Emas dan perak, kata Zaim, merupakan alat tukar paling stabil. Sejak awal sejarah Islam sampai saat ini, nilai mata uang Islam yang didasari oleh mata uang bimetal ini secara mengejutkan sangat stabil jika dihubungkan dengan bahan makanan pokok.
Misalnya saja, harga seekor ayam pada masa Rasulullah SAW adalah satu dirham. Saat ini, harga seekor ayam tetaplah satu dirham karena nilai inflasinya nol. Keadaan ini sangatlah berbeda dengan dolar, rupiah atau mata uang lain.
WIM menetapkan standar dirham merupakan koin perak murni seberat 2,975 gram, sementara dinar adalah koin emas seberat 4,25 gram, berkadar 22 karat (91,7 persen).
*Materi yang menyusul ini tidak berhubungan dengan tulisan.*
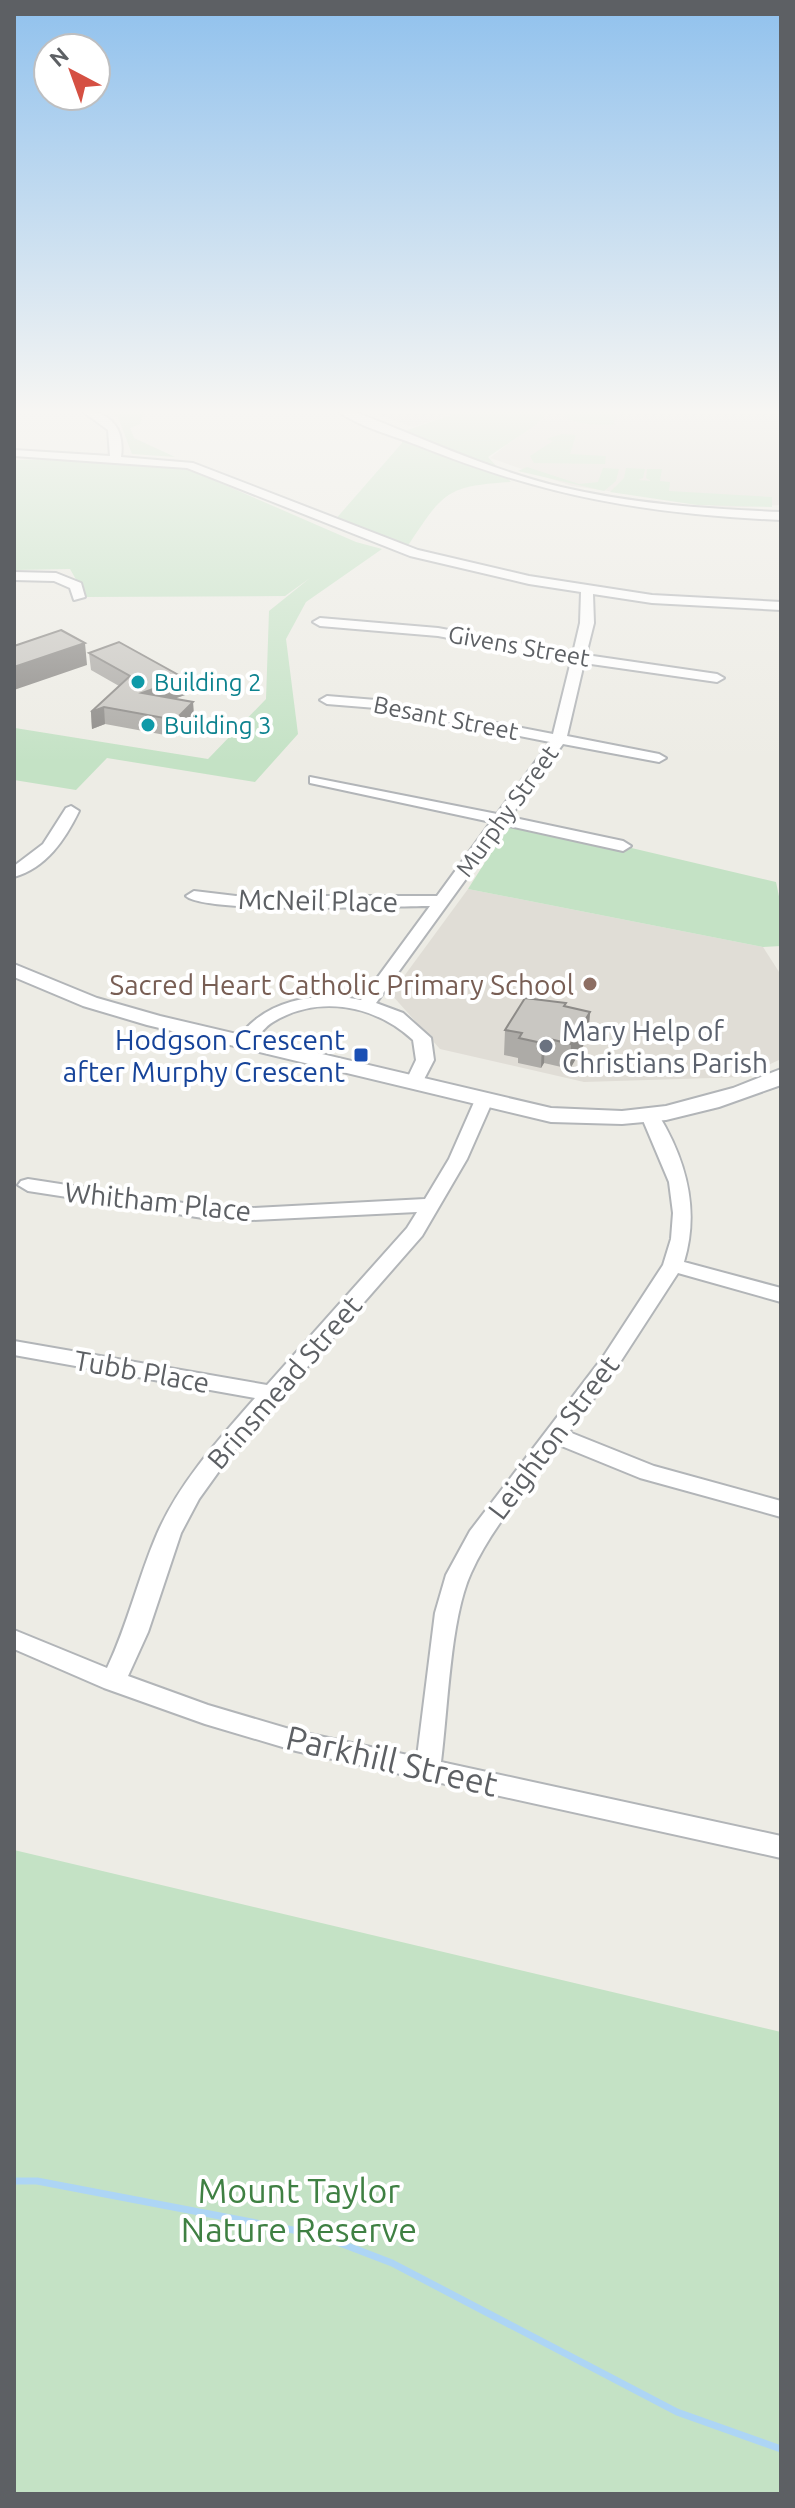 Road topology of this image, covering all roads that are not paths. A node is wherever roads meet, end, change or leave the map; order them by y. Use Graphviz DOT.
graph roads {
  1 [pos="349,528"];
  2 [pos="14,576"];
  3 [pos="587,591"];
  4 [pos="79,597"];
  5 [pos="781,606"];
  6 [pos="320,622"];
  7 [pos="577,658"];
  8 [pos="717,678"];
  9 [pos="327,700"];
  10 [pos="559,740"];
  11 [pos="659,758"];
  12 [pos="315,780"];
  13 [pos="71,811"];
  14 [pos="502,821"];
  15 [pos="623,846"];
  16 [pos="14,872"];
  17 [pos="194,896"];
  18 [pos="442,901"];
  19 [pos="14,970"];
  20 [pos="14,985"];
  21 [pos="90,1002"];
  22 [pos="366,1005"];
  23 [pos="245,1041"];
  24 [pos="777,1081"];
  25 [pos="414,1083"];
  26 [pos="484,1100"];
  27 [pos="651,1118"];
  28 [pos="28,1185"];
  29 [pos="432,1205"];
  30 [pos="673,1265"];
  31 [pos="781,1295"];
  32 [pos="14,1348"];
  33 [pos="271,1393"];
  34 [pos="557,1436"];
  35 [pos="781,1509"];
  36 [pos="14,1639"];
  37 [pos="113,1681"];
  38 [pos="428,1768"];
  39 [pos="781,1847"];
  1 -- 3 [label="street"];
  2 -- 4 [label="street"];
  3 -- 5 [label="street"];
  3 -- 7 [label="street, Murphy Street"];
  6 -- 7 [label="street, Givens Street"];
  7 -- 8 [label="street, Givens Street"];
  7 -- 10 [label="street, Murphy Street"];
  9 -- 10 [label="street, Besant Street"];
  10 -- 11 [label="street, Besant Street"];
  10 -- 14 [label="street, Murphy Street"];
  12 -- 14 [label="street"];
  13 -- 16 [label="street"];
  14 -- 15 [label="street"];
  14 -- 18 [label="street, Murphy Street"];
  17 -- 18 [label="street, McNeil Place"];
  18 -- 22 [label="street, Murphy Street"];
  19 -- 21 [label="street"];
  20 -- 21 [label="street"];
  21 -- 23 [label="street"];
  22 -- 23 [label="street"];
  22 -- 25 [label="street"];
  23 -- 25 [label="street"];
  24 -- 27 [label="street"];
  25 -- 26 [label="street"];
  26 -- 27 [label="street"];
  26 -- 29 [label="street, Brinsmead Street"];
  27 -- 30 [label="street, Leighton Street"];
  28 -- 29 [label="street, Whitham Place"];
  29 -- 33 [label="street, Brinsmead Street"];
  30 -- 31 [label="street"];
  30 -- 34 [label="street, Leighton Street"];
  32 -- 33 [label="street, Tubb Place"];
  33 -- 37 [label="street, Brinsmead Street"];
  34 -- 35 [label="street"];
  34 -- 38 [label="street, Leighton Street"];
  36 -- 37 [label="street, Parkhill Street"];
  37 -- 38 [label="street, Parkhill Street"];
  38 -- 39 [label="street, Parkhill Street"];
}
Menurutnya, dinar dan dirham sudah mulai beredar di berbagai negara, termasuk Indonesia.
Untuk jangka panjang, sistem mata uang bimetal terbukti menjadi mata uang paling stabil. Dinar dapat digunakan sebagai simpanan, investasi penjaga nilai dan bisa pula sebagai sebagai pembayar zakat dan mas kawin.
Uang emas tidak akan mengalami inflasi hanya karena dicetak secara terus menerus. Dinar dan dirham juga tidak akan dapat didevaluasi oleh sebuah peraturan pemerintah sebagaimana mata uang nasional.